### [DATA PROVIDED]
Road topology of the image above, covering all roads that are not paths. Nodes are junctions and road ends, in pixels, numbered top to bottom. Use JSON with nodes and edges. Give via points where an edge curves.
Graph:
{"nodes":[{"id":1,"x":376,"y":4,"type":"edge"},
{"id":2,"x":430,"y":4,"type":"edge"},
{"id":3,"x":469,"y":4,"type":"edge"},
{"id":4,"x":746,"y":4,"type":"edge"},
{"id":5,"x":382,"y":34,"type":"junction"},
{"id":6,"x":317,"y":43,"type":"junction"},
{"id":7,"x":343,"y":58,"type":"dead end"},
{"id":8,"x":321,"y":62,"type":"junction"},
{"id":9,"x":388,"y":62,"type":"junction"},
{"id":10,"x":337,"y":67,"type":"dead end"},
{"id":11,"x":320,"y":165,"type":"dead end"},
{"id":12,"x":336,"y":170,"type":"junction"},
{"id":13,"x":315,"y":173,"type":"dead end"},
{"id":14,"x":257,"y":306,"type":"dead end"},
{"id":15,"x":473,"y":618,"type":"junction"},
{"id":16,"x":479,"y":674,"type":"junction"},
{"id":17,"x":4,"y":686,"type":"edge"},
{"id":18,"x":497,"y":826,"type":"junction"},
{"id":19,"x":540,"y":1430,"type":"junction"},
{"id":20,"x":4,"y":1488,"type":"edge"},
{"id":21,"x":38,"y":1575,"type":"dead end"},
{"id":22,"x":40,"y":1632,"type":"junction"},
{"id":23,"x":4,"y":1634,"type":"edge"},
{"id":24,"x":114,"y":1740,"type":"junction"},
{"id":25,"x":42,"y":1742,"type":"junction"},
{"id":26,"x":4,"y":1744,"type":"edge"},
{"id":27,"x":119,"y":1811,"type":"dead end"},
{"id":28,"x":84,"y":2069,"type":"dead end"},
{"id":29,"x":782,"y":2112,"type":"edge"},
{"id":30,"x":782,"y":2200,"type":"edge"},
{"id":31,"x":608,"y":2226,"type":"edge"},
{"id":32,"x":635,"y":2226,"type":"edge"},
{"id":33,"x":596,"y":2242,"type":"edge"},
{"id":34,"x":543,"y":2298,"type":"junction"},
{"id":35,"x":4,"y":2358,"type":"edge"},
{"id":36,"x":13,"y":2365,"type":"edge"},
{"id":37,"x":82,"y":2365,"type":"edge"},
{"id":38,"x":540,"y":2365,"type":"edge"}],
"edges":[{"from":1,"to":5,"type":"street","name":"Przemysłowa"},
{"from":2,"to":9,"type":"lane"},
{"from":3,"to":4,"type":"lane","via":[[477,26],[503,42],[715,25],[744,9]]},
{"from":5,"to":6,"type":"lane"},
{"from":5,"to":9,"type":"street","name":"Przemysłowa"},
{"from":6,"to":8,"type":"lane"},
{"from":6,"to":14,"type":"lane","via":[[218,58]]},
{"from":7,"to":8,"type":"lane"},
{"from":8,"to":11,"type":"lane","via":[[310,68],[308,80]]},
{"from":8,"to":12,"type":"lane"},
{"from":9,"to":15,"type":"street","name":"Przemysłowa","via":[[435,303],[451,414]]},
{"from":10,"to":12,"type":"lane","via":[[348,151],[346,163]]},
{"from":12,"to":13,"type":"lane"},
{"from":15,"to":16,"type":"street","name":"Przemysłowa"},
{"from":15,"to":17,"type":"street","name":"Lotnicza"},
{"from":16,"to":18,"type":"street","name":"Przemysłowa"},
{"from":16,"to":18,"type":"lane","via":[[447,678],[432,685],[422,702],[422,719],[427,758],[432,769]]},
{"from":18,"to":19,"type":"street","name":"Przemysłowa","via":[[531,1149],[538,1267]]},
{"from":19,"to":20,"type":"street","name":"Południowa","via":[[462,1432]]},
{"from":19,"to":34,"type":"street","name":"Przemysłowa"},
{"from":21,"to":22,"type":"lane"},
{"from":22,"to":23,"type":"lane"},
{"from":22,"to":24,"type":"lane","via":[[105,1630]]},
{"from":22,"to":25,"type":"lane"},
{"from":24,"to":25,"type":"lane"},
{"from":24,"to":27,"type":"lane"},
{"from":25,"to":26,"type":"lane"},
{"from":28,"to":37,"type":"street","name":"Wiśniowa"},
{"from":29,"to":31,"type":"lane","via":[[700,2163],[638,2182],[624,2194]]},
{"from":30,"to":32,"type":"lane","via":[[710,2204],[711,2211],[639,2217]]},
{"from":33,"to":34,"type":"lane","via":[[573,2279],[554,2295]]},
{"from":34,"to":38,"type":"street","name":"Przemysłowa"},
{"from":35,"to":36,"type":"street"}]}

### [TASK]
When the word "edges" occurs in a line above, list that line.

### [ANSWER TO THIS EXERCISE]
Road topology of the image above, covering all roads that are not paths. Nodes are junctions and road ends, in pixels, numbered top to bottom. Use JSON with nodes and edges. Give via points where an edge curves.
"edges":[{"from":1,"to":5,"type":"street","name":"Przemysłowa"},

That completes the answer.